Collection entries:
┄┄┄┄┄┄┄┄┄┄

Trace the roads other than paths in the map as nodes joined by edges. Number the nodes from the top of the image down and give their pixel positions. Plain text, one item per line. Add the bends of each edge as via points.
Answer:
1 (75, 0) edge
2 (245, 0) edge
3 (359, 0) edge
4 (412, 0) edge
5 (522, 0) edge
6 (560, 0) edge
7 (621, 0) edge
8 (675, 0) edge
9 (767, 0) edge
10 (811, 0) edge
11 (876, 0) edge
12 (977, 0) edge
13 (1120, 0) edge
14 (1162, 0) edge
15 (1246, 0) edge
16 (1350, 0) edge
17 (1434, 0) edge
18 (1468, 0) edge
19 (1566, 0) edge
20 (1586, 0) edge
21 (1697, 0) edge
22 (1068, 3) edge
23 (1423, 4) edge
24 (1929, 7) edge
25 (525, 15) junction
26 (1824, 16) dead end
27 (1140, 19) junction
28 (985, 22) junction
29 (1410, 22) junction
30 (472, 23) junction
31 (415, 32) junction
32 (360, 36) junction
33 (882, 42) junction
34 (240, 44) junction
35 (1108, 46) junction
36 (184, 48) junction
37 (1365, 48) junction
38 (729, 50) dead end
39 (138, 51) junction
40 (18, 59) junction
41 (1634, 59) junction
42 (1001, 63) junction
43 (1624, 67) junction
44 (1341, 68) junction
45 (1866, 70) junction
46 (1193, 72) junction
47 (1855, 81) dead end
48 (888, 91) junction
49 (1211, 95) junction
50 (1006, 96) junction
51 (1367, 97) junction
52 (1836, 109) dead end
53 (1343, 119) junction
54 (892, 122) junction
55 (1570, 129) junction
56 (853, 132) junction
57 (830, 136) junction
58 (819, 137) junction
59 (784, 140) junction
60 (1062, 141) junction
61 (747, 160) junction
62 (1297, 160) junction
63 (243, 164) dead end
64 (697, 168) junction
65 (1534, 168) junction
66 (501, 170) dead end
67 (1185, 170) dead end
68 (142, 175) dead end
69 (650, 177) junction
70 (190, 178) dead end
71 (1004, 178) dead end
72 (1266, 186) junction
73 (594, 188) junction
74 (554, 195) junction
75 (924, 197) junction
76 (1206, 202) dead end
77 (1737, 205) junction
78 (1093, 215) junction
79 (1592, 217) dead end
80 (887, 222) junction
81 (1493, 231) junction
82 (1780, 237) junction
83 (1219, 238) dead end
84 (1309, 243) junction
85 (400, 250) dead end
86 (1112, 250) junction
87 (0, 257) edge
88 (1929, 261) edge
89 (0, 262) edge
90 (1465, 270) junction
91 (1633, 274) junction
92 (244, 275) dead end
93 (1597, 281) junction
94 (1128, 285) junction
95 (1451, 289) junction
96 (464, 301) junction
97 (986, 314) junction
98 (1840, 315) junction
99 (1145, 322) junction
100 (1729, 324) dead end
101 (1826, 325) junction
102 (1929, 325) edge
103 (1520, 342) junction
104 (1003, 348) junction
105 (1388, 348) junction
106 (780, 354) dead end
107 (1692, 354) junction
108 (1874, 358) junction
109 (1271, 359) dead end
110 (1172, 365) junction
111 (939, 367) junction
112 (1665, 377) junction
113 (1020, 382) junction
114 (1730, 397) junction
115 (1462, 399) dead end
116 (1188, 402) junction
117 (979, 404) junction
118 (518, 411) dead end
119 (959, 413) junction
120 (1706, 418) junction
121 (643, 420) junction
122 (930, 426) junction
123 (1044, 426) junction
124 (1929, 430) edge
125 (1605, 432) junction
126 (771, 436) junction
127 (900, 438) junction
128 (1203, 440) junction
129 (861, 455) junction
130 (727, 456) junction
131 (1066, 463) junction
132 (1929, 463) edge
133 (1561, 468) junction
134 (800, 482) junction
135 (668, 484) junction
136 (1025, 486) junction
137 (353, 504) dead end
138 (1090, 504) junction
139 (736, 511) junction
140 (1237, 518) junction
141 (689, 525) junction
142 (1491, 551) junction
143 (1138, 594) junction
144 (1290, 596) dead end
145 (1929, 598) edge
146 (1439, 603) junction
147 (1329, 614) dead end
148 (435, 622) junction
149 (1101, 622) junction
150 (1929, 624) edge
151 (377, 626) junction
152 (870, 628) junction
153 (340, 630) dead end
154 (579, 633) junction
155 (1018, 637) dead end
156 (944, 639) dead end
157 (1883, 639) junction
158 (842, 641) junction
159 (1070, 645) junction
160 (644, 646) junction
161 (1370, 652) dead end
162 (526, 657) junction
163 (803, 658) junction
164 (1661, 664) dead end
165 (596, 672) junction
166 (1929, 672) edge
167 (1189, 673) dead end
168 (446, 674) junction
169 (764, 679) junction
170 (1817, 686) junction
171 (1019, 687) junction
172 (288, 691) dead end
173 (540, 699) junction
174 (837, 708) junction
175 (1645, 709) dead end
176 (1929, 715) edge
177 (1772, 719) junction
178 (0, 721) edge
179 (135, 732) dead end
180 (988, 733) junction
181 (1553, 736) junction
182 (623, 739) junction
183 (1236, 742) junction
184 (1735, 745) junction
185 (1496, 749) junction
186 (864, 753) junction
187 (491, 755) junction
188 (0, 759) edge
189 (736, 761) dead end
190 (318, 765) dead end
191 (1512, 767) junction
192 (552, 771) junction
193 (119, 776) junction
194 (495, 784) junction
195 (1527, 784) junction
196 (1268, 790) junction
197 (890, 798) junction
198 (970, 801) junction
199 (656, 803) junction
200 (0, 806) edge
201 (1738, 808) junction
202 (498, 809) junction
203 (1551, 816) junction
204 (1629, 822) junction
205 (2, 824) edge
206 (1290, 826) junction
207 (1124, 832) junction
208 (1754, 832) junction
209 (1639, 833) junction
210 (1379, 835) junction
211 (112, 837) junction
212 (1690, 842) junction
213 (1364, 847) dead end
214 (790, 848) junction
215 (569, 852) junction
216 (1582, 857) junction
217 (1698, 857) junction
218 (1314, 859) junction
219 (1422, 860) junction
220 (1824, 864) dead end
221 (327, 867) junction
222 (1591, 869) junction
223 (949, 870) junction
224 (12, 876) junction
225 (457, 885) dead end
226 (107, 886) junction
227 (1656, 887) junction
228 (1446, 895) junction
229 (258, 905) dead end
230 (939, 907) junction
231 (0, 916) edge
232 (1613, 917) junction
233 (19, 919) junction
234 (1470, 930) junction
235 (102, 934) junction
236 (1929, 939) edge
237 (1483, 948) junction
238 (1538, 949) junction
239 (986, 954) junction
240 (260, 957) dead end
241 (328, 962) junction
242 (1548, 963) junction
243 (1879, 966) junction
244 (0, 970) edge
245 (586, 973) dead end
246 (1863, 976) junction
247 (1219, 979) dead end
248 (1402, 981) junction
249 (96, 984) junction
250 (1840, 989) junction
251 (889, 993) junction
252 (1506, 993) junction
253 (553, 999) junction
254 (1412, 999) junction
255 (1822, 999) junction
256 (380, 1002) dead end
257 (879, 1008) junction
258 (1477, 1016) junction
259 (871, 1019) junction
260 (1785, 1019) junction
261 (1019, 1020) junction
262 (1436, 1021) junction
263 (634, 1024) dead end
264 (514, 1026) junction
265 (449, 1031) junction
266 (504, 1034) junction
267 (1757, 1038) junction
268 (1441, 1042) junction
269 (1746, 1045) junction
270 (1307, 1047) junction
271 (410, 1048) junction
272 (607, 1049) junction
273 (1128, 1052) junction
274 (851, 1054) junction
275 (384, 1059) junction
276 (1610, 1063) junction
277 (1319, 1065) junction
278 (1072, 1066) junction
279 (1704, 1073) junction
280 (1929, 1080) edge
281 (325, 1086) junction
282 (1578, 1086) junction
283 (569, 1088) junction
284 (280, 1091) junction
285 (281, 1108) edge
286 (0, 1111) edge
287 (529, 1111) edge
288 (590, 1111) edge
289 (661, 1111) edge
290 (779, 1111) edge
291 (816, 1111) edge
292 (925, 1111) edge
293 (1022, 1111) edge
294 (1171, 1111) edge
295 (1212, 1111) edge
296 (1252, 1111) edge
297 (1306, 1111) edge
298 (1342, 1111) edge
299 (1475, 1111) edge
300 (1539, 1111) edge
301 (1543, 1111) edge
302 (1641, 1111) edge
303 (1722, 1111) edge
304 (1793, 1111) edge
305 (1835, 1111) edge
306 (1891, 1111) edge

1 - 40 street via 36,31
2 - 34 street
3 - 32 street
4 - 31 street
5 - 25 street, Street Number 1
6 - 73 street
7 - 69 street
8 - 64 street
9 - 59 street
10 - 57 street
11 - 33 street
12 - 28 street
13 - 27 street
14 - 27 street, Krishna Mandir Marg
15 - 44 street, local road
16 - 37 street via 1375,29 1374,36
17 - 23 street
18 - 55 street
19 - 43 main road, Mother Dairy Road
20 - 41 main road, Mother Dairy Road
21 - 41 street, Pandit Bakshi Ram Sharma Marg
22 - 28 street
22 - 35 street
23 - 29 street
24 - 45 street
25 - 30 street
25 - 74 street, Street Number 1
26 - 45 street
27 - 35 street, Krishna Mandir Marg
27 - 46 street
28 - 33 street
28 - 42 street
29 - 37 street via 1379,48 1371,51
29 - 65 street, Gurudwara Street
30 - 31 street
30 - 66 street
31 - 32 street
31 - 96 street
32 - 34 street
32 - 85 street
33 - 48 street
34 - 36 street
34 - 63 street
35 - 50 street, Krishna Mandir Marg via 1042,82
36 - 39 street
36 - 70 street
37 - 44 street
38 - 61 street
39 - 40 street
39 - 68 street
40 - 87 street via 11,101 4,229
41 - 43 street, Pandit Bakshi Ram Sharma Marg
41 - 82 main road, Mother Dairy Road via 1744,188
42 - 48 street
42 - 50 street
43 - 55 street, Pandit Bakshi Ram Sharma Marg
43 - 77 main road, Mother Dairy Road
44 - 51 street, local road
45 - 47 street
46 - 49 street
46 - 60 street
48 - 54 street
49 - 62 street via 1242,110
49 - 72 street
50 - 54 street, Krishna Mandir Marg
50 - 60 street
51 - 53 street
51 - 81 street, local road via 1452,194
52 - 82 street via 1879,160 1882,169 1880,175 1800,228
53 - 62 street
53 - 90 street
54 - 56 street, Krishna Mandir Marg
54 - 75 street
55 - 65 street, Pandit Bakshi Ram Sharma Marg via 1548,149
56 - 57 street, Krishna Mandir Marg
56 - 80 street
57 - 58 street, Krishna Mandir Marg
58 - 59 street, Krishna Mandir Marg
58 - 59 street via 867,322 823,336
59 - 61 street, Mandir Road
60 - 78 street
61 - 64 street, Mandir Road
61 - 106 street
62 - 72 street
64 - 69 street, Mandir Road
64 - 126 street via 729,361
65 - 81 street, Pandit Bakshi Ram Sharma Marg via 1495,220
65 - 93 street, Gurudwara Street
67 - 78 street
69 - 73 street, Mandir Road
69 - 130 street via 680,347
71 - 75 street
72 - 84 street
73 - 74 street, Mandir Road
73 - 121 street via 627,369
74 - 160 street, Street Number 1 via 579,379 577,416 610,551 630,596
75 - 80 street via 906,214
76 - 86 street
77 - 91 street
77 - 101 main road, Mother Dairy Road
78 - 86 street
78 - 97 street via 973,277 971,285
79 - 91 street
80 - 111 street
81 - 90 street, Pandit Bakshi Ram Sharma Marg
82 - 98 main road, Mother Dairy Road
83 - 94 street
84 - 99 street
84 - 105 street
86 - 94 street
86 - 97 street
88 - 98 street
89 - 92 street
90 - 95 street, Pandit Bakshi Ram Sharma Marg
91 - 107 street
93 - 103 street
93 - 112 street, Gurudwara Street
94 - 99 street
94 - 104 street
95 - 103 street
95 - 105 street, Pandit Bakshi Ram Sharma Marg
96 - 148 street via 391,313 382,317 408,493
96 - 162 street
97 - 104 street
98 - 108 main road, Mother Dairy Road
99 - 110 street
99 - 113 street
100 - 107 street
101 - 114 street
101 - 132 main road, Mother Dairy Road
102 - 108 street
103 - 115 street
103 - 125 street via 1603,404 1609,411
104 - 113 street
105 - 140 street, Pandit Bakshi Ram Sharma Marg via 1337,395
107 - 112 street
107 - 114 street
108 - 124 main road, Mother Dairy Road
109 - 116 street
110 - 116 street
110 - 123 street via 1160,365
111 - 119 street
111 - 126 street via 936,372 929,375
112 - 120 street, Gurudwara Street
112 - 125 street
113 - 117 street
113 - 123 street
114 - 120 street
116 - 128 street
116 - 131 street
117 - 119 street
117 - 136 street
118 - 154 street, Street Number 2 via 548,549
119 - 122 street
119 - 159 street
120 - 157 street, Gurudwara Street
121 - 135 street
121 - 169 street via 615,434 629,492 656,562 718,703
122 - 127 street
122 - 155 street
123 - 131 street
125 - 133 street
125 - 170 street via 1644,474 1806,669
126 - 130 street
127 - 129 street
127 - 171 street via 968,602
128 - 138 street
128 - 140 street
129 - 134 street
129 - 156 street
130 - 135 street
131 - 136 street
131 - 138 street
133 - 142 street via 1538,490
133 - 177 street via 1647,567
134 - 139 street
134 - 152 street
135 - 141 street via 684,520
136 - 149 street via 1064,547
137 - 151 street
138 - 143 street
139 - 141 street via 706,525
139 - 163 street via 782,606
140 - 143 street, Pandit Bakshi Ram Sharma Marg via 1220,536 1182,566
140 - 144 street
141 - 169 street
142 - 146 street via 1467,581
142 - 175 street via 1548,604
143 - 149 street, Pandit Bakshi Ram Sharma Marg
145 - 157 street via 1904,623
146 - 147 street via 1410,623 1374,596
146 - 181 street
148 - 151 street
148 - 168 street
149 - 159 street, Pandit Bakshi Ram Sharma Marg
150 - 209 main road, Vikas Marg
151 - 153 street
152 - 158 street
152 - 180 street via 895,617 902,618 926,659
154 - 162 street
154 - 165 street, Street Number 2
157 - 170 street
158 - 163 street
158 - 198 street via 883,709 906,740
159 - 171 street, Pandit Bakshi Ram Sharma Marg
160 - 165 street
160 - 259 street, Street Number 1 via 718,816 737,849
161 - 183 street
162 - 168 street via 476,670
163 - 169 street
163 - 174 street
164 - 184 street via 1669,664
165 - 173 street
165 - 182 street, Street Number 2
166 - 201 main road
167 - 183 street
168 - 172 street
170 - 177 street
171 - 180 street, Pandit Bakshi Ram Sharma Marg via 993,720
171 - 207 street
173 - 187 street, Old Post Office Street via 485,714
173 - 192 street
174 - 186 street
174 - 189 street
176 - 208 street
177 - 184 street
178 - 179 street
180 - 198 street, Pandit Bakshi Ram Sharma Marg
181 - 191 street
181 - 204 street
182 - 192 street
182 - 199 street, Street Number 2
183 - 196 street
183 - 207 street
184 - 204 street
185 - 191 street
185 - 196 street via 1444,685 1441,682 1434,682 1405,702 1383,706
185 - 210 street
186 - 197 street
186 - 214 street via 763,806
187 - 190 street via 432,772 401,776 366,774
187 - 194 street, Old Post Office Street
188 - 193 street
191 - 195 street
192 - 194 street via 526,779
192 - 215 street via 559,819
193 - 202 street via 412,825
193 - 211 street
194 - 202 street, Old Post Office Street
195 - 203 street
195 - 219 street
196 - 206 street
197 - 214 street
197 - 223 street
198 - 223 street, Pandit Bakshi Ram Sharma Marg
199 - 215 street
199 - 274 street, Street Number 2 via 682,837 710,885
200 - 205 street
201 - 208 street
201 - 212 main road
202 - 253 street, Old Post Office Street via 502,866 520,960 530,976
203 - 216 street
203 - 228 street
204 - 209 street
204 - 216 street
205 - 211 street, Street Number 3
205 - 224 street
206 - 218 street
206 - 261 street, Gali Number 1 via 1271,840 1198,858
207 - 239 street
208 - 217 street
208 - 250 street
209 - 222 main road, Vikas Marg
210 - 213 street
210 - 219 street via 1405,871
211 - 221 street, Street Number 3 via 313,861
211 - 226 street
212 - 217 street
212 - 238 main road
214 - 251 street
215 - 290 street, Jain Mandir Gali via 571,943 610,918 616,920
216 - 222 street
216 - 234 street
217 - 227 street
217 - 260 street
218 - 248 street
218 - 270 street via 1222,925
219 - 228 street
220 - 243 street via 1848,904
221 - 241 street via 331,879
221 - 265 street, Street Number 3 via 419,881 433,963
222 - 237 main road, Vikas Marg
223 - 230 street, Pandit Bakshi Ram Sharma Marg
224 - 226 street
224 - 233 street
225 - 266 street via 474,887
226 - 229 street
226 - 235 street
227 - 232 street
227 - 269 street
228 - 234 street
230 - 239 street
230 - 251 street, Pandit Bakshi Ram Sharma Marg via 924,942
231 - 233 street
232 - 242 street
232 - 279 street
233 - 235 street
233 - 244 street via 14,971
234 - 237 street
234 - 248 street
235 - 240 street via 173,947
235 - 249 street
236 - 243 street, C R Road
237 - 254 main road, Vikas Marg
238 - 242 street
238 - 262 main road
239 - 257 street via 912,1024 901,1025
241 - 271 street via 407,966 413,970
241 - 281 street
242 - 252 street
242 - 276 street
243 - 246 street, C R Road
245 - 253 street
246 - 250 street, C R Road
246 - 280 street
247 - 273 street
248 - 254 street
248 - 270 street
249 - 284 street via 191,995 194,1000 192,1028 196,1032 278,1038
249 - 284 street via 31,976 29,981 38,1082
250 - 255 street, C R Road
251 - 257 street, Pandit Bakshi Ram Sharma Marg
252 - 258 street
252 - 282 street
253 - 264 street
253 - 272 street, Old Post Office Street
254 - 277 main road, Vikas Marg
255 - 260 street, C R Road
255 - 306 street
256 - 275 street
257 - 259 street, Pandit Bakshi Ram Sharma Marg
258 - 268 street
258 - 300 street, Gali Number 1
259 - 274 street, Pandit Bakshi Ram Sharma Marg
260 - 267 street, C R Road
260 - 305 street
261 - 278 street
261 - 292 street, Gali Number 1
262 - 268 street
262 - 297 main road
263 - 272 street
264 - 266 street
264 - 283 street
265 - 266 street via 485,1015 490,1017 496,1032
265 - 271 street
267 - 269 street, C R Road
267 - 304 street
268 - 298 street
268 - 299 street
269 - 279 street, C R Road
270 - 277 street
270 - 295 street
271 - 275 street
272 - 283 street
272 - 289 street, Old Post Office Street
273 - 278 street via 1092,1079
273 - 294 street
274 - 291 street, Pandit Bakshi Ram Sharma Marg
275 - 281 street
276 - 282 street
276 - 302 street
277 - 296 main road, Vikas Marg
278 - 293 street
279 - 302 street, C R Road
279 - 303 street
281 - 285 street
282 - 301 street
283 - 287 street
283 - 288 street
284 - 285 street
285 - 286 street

┄┄┄┄┄┄┄┄┄┄

Assigned task. Wherever a line above contains the string "Mother", copy that line.

The answer.
19 - 43 main road, Mother Dairy Road
20 - 41 main road, Mother Dairy Road
41 - 82 main road, Mother Dairy Road via 1744,188
43 - 77 main road, Mother Dairy Road
77 - 101 main road, Mother Dairy Road
82 - 98 main road, Mother Dairy Road
98 - 108 main road, Mother Dairy Road
101 - 132 main road, Mother Dairy Road
108 - 124 main road, Mother Dairy Road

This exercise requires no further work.